Bagi pihak oposisi, setiap kerja sama dengan Tatmadaw sama saja dengan melegitimasi tindakan anti-demokrasi para jenderal militer. Dan siapa pun yang melakukan negosiasi dengan rezim militer akan mendapat kecaman di media sosial.

Meski begitu, NUG tampaknya telah menyadari bahwa solusi pragmatis diperlukan untuk masalah ini.

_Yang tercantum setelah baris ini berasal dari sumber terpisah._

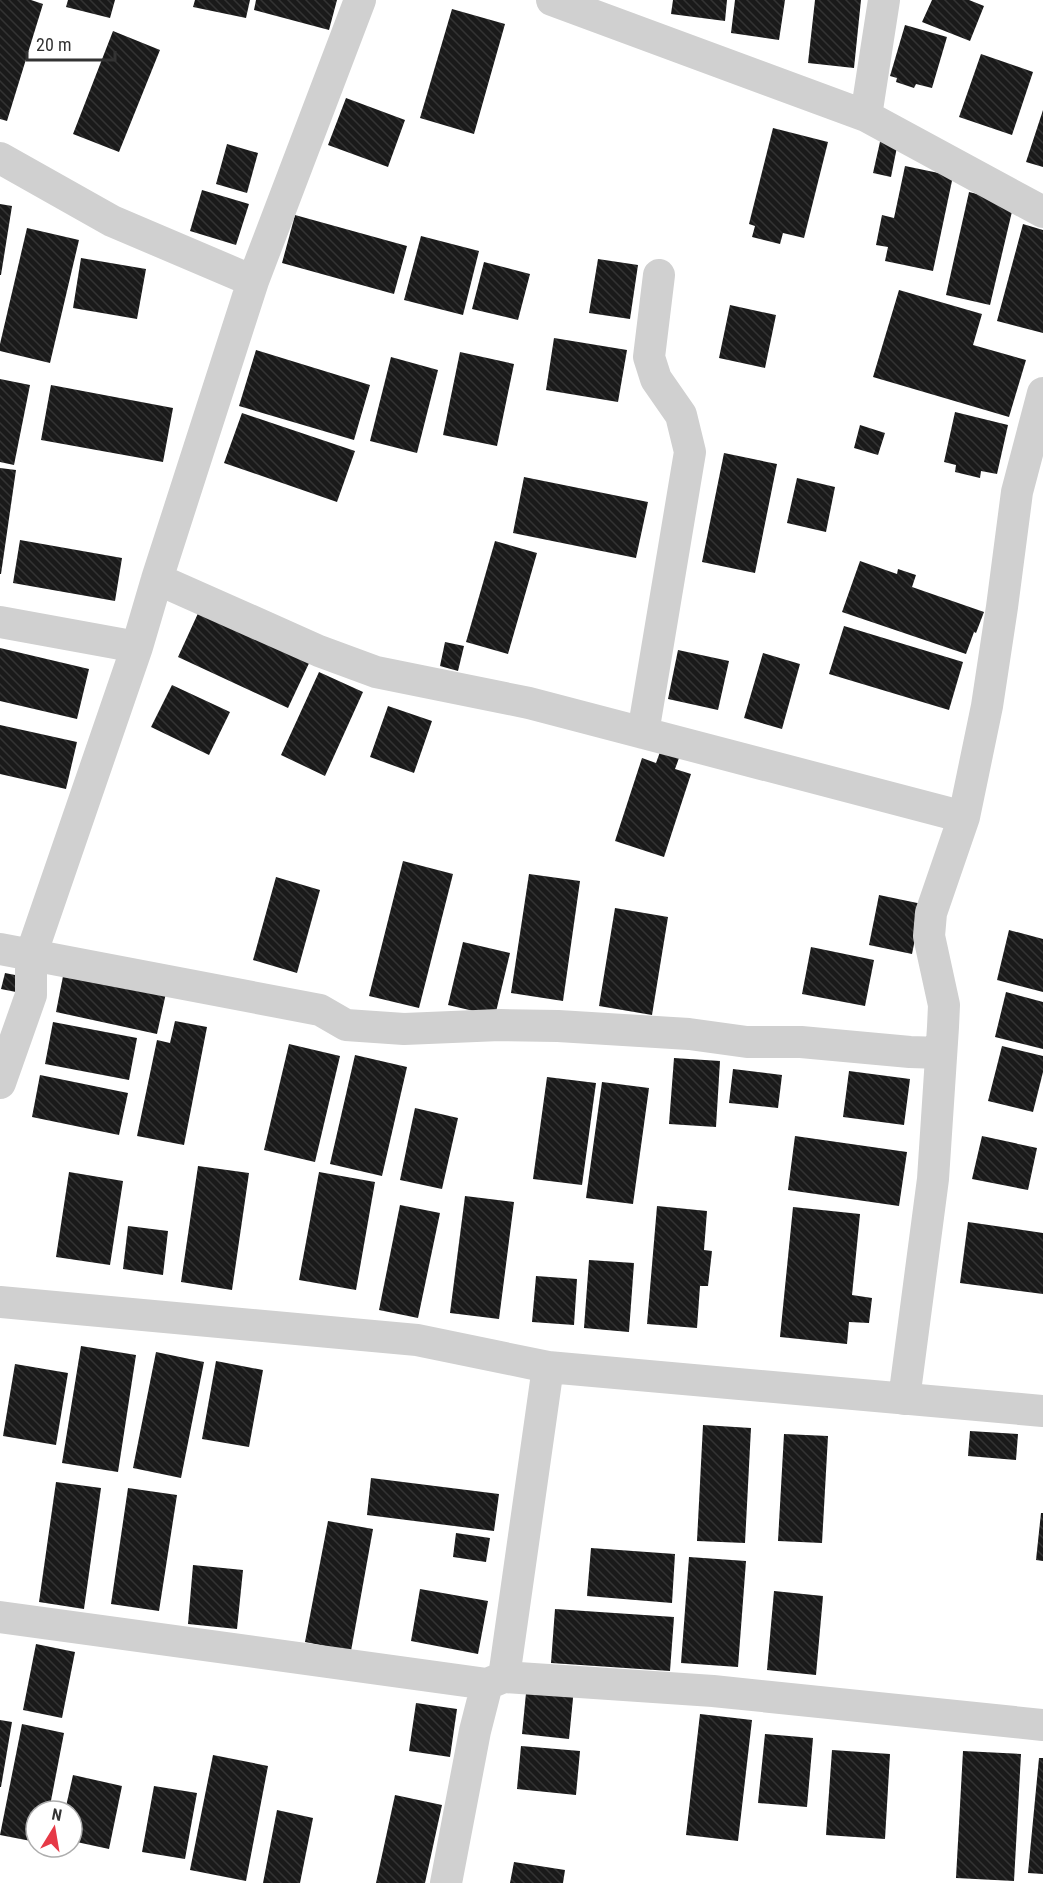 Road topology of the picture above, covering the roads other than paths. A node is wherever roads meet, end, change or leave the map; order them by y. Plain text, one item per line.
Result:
1 (360, 0) edge
2 (552, 0) edge
3 (884, 0) edge
4 (866, 116) junction
5 (0, 158) edge
6 (1043, 212) edge
7 (659, 275) dead end
8 (253, 281) junction
9 (1043, 393) edge
10 (157, 579) junction
11 (0, 622) edge
12 (137, 646) junction
13 (643, 733) junction
14 (964, 817) junction
15 (0, 949) edge
16 (32, 955) junction
17 (941, 1053) junction
18 (0, 1083) edge
19 (0, 1302) edge
20 (548, 1367) junction
21 (904, 1399) junction
22 (1043, 1411) edge
23 (0, 1617) edge
24 (495, 1681) junction
25 (1043, 1725) edge
26 (446, 1883) edge

1 - 8 street
2 - 4 street
3 - 4 street
4 - 6 street
5 - 8 street
7 - 13 street
8 - 10 street
9 - 14 street
10 - 12 street
10 - 13 street
11 - 12 street
12 - 16 street
13 - 14 street
14 - 17 street
15 - 16 street
16 - 17 street
16 - 18 street
17 - 21 street
19 - 20 street
20 - 21 street
20 - 24 street
21 - 22 street
23 - 24 street
24 - 25 street
24 - 26 street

Melalui sebuah pernyataan, pihaknya telah meminta PBB dan organisasi bantuan lainnya untuk melanjutkan bantuan kemanusiaan.

Donor LSM diminta fleksibel

Dalam diskusinya dengan DW, banyak LSM yang beroperasi di Myanmar mengatakan, mereka ingin melihat para donor membuat keputusan praktis kasus per kasus, terutama organisasi pembangunan yang dijalankan pemerintah, yang banyak bekerja dengan mitra lokal.

Artinya, para donor harus membedakan antara bantuan kemanusiaan dan kerja sama pembangunan.

Bantuan kemanusiaan untuk memastikan kelangsungan hidup sesegera mungkin, baik dalam konflik kekerasan atau bencana alam, dan kerja sama pembangunan untuk meningkatkan kondisi kehidupan secara keseluruhan, baik secara ekonomi, sosial, dan politik untuk kepentingan penduduk.

Bantuan kemanusiaan dapat diberikan secara langsung, melalui organisasi PBB atau ICRC, misalnya. Ini artinya hanya akan ada kerja sama terbatas dengan rezim militer untuk melaksanakan pekerjaan itu. Sementara dalam hal kerja sama pembangunan, biasanya membutuhkan kerja sama yang lebih erat dan berkelanjutan dengan pemerintah suatu negara.

Meski begitu, banyak LSM meyakini untuk menghindari krisis yang lebih luas dan berkepanjangan, baik bantuan kemanusiaan dan kerja sama pembangunan sama-sama dibutuhkan. Solusi perlu ditemukan segera untuk membantu rakyat Myanmar menghindari penderitaan lebih lanjut.